Keep Your Postgres Stable — Vacuum

Mert Yavasca
TOM Tech
Published in
5 min readApr 30, 2024

In database management, ensuring optimal performance is critical. If you are working with PostgreSQL, you must have heard of concepts such as vacuum and dead tuple. In this article, we dive into Postgresql vacuum, exploring its purpose, functionality, best practices, and its impact on database performance.

Why Need Vacuum ?

For understanding Vacuum, we need to be familiar with MVCC (Multi-Version Concurrency Control). MVCC is an implemantation used in PostgreSQL and similar database systems for concurrency control. In this apporach, each transaction can view a consistent snapshot of the database, allowing transactions to proceed concurrently without blocking each other. Every transaction creates its own snapshot and operates on it. This prevents conflicts between read and write operations occurring simultaneously, ensuring database consistency and improving performance.

Due to this transaction management scope of Postgresql, the update process is achieved by versioning the row with the old version and marking it as deleted on the disk, and then inserting the row with the new version. Therefore, old version pages that need to be cleaned, which we call “dead tuple”, are left behind. So updates work as delete + insert and delete itself not really delete row from disk, it just flagged for vacuum operation as deleted but dead tuple still takes space.

What is Vacuum?

At its core, the vacuum in PostgreSQL is designed to reuse storage which is occupied by dead tuples (rows that are no longer visible to any transaction) and update visibility information for active transactions. This process is crucial for maintaining the health and efficiency of a PostgreSQL database.

Without proper vacuuming, the database can suffer from bloat, where dead tuples accumulate and occupy disk space unnecessarily. Moreover, the lack of updated visibility information can lead to transaction ID wraparound issues, potentially causing data loss and database downtime.

Create table with dummy data with scripts below.

CREATE TABLE users (
id serial PRIMARY KEY,
name text NOT NULL,
created_on timestamptz
);


INSERT INTO users (name, created_on)
SELECT
'Name Surname ' || i,
time_hour
FROM
generate_series(1, 500000) as i,
generate_series(
TIMESTAMPTZ '2024-01-01',
TIMESTAMPTZ '2024-01-07',
INTERVAL '2 days'
) as time_hour;

Before delete/update operations ;

after an update operation ;

When I update table, postgres flagged old rows as deleted in storage and insert new ones. Nothing really updated/deleted actually, so this table’s size is increased as shown. Let’s do a vacuum operation to reuse disk space.

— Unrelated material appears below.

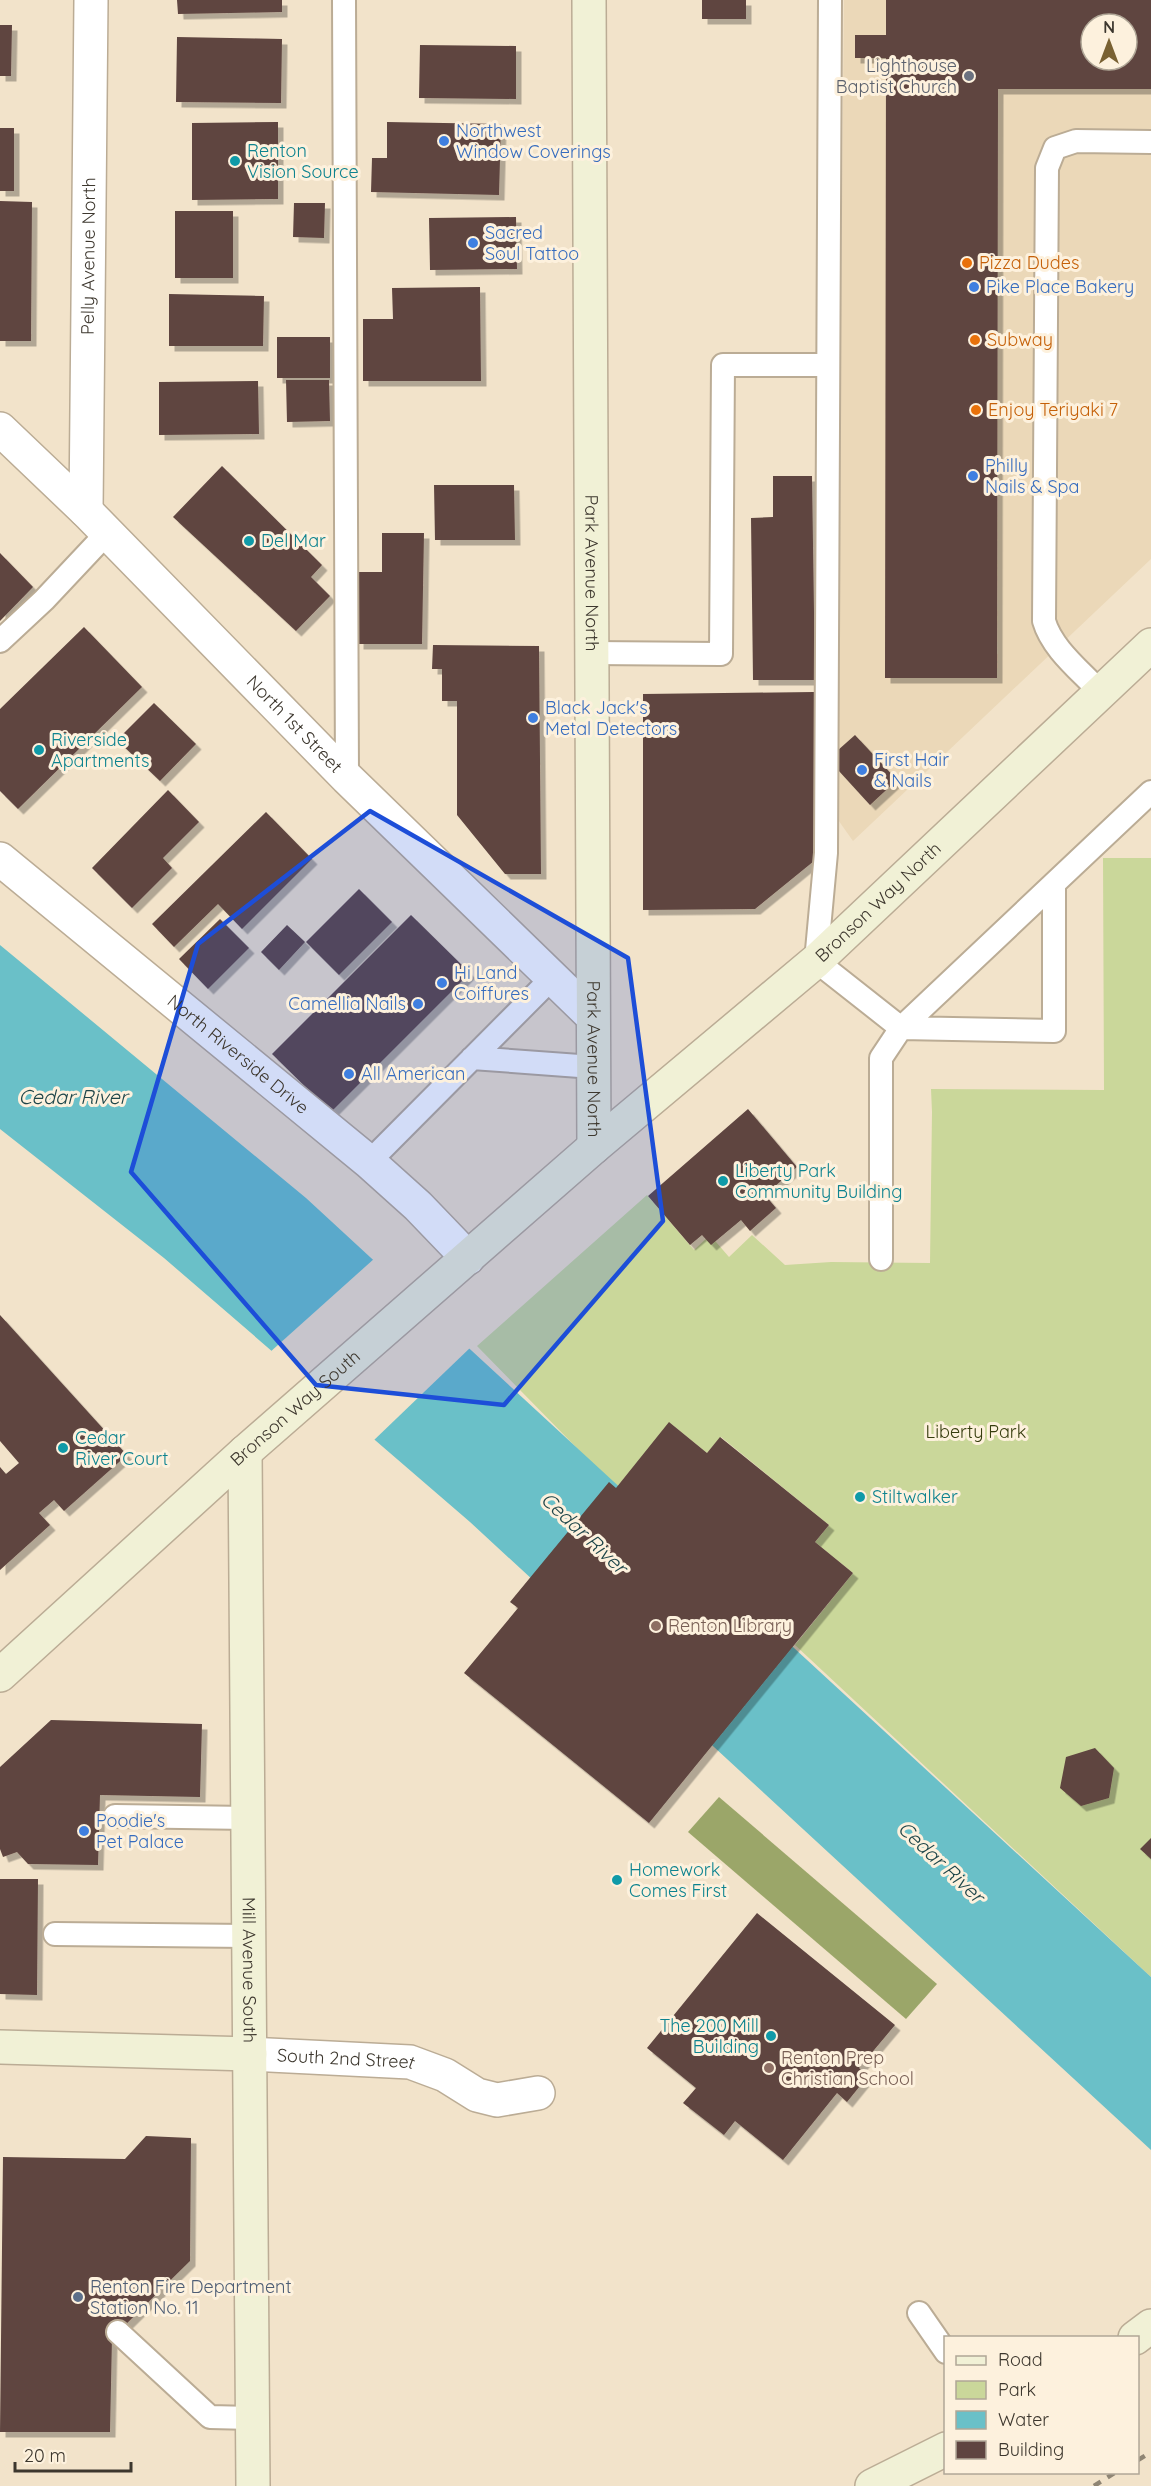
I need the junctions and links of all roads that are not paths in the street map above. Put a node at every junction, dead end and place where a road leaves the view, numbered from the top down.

After vacuum, total size of relation does not change. Even though it continues to take up space on the operating system, new data comes to the pages marked as reusable after vacuum.

If you want to take this space back from storage, you have to do vacuum full operation or use extensions like pg_repack. But vacuum full works like “create table as” statement and hold access exclusive lock on table, so you can’t access table during vacuum full ( even select statements does not work)

Autovacuum

The autovacuum daemon, a background process in PostgreSQL, automatically initiates vacuum operations based on predefined thresholds and configurations.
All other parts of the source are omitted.